Si l’on parle de cinéma, on pense spontanément au cinéma américain, français, chinois, peut-être indien, mais rarement au cinéma indonésien. À son évocation, peu de titres viennent immédiatement à l’esprit, si ce n’est peut-être The Raid.
Pour moi, The Raid est une anomalie heureuse : la rencontre entre un réalisateur en quête d’aventure et un pays encore discret sur la scène audiovisuelle mondiale. De ce concours de circonstances naît un film hybride, nerveux, brutal, dont toute la saveur réside dans ce mélange des influences.
Le point de départ est simple : une unité d’élite prend d’assaut une cité contrôlée par un mafieux aux allures de gourou, qui règne sur ses habitants. Inutile d’attendre ici un grand discours social ou une réflexion sur la condition humaine : l’immeuble devient surtout l’arène d’un gigantesque jeu de la mort.
Gareth Evans y convoque les codes du film d’arts martiaux hongkongais. Les chorégraphies, nourries par le pencak silat, enchaînent machettes, os brisés, combats désespérés contre des vagues d’ennemis et progression quasi vidéoludique jusqu’au boss final. Impossible, devant un tel dispositif, de ne pas penser aux jeux de notre enfance, à commencer par Streets of Rage.
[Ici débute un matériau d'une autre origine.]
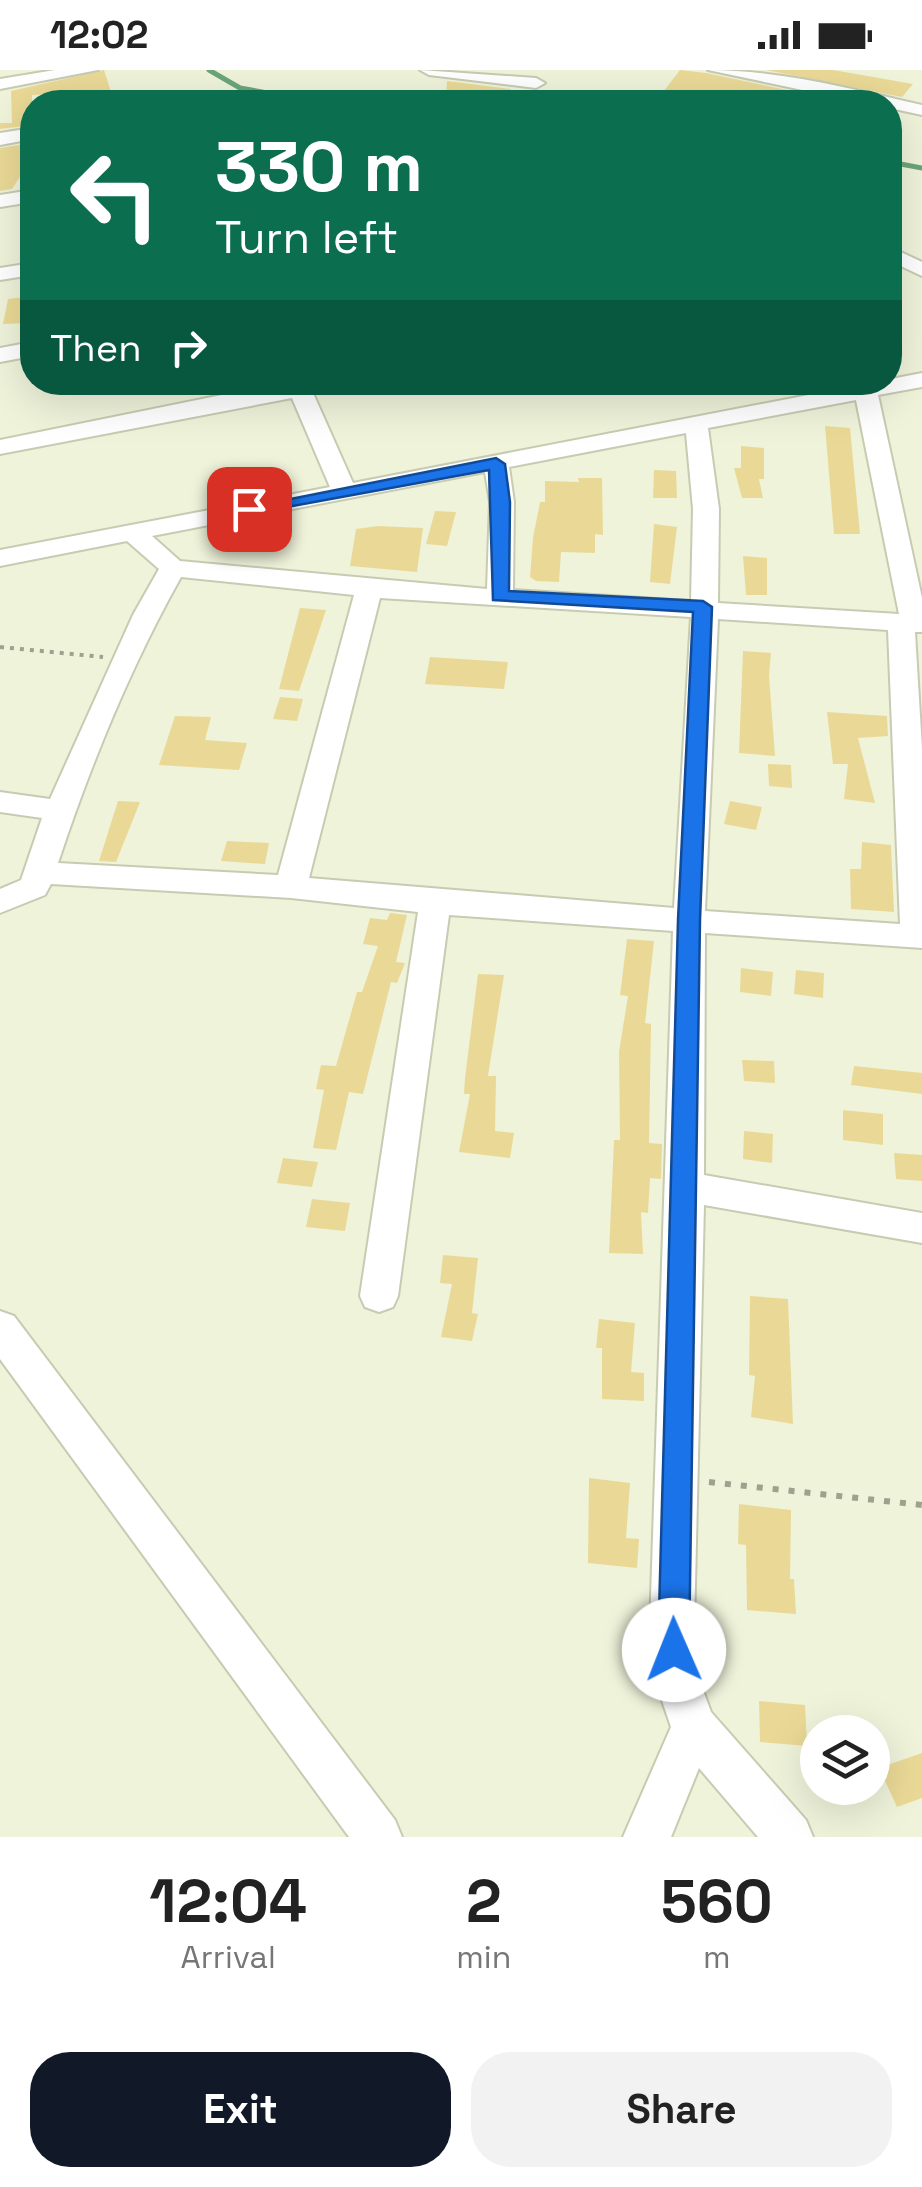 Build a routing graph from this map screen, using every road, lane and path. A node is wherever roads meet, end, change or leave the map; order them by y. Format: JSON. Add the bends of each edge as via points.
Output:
{"nodes":[{"id":1,"x":89,"y":70,"type":"edge"},
{"id":2,"x":428,"y":70,"type":"edge"},
{"id":3,"x":717,"y":70,"type":"edge"},
{"id":4,"x":542,"y":76,"type":"edge"},
{"id":5,"x":0,"y":84,"type":"edge"},
{"id":6,"x":820,"y":90,"type":"edge"},
{"id":7,"x":253,"y":395,"type":"edge"},
{"id":8,"x":301,"y":395,"type":"edge"},
{"id":9,"x":846,"y":395,"type":"edge"},
{"id":10,"x":867,"y":395,"type":"edge"},
{"id":11,"x":695,"y":425,"type":"junction"},
{"id":12,"x":0,"y":447,"type":"edge"},
{"id":13,"x":496,"y":464,"type":"junction"},
{"id":14,"x":344,"y":491,"type":"junction"},
{"id":15,"x":131,"y":532,"type":"junction"},
{"id":16,"x":0,"y":558,"type":"edge"},
{"id":17,"x":173,"y":568,"type":"junction"},
{"id":18,"x":369,"y":589,"type":"junction"},
{"id":19,"x":500,"y":596,"type":"junction"},
{"id":20,"x":703,"y":607,"type":"junction"},
{"id":21,"x":912,"y":624,"type":"edge"},
{"id":22,"x":0,"y":647,"type":"edge"},
{"id":23,"x":126,"y":659,"type":"junction"},
{"id":24,"x":0,"y":802,"type":"edge"},
{"id":25,"x":60,"y":810,"type":"junction"},
{"id":26,"x":40,"y":872,"type":"junction"},
{"id":27,"x":292,"y":886,"type":"junction"},
{"id":28,"x":0,"y":902,"type":"edge"},
{"id":29,"x":434,"y":902,"type":"junction"},
{"id":30,"x":689,"y":920,"type":"junction"},
{"id":31,"x":920,"y":936,"type":"edge"},
{"id":32,"x":686,"y":1187,"type":"junction"},
{"id":33,"x":922,"y":1228,"type":"edge"},
{"id":34,"x":379,"y":1296,"type":"dead end"},
{"id":35,"x":0,"y":1328,"type":"edge"},
{"id":36,"x":676,"y":1479,"type":"junction"},
{"id":37,"x":922,"y":1505,"type":"edge"},
{"id":38,"x":694,"y":1727,"type":"junction"},
{"id":39,"x":378,"y":1837,"type":"edge"},
{"id":40,"x":647,"y":1837,"type":"edge"},
{"id":41,"x":789,"y":1837,"type":"edge"}],
"edges":[{"from":1,"to":5,"type":"street"},
{"from":2,"to":4,"type":"street"},
{"from":3,"to":6,"type":"street"},
{"from":7,"to":12,"type":"street"},
{"from":8,"to":14,"type":"street"},
{"from":9,"to":11,"type":"street"},
{"from":10,"to":21,"type":"street"},
{"from":11,"to":13,"type":"street"},
{"from":11,"to":20,"type":"street","via":[[706,509]]},
{"from":13,"to":14,"type":"street"},
{"from":13,"to":19,"type":"street"},
{"from":14,"to":15,"type":"street"},
{"from":15,"to":16,"type":"street"},
{"from":15,"to":17,"type":"street"},
{"from":17,"to":18,"type":"street"},
{"from":17,"to":23,"type":"street"},
{"from":18,"to":19,"type":"street"},
{"from":18,"to":27,"type":"street"},
{"from":19,"to":20,"type":"street"},
{"from":20,"to":21,"type":"street"},
{"from":20,"to":30,"type":"street"},
{"from":21,"to":31,"type":"street"},
{"from":22,"to":23,"type":"path"},
{"from":23,"to":25,"type":"street"},
{"from":24,"to":25,"type":"street"},
{"from":25,"to":26,"type":"street"},
{"from":26,"to":27,"type":"street"},
{"from":26,"to":28,"type":"street","via":[[34,887]]},
{"from":27,"to":29,"type":"street"},
{"from":29,"to":30,"type":"street"},
{"from":29,"to":34,"type":"street"},
{"from":30,"to":31,"type":"street"},
{"from":30,"to":32,"type":"street"},
{"from":32,"to":33,"type":"street"},
{"from":32,"to":36,"type":"street"},
{"from":35,"to":39,"type":"street"},
{"from":36,"to":37,"type":"path"},
{"from":36,"to":38,"type":"street","via":[[672,1627],[676,1674]]},
{"from":38,"to":40,"type":"street"},
{"from":38,"to":41,"type":"street"}]}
Portées par Iko Uwais et Yayan Ruhian, les scènes de combat impressionnent autant par leur violence que par leur lisibilité. La caméra accompagne l’action avec une précision remarquable et met en scène des mouvements que bien d’autres films reprendront ensuite.
The Raid appartient à cette catégorie de séries B qui sacrifient volontiers leur scénario au profit de l’action pure. Mais par son énergie, son originalité et son exotisme, il parvient à ouvrir une fenêtre sur un ailleurs tout en réveillant nos souvenirs les plus jubilatoires de cinéphiles et de gamers des années 90.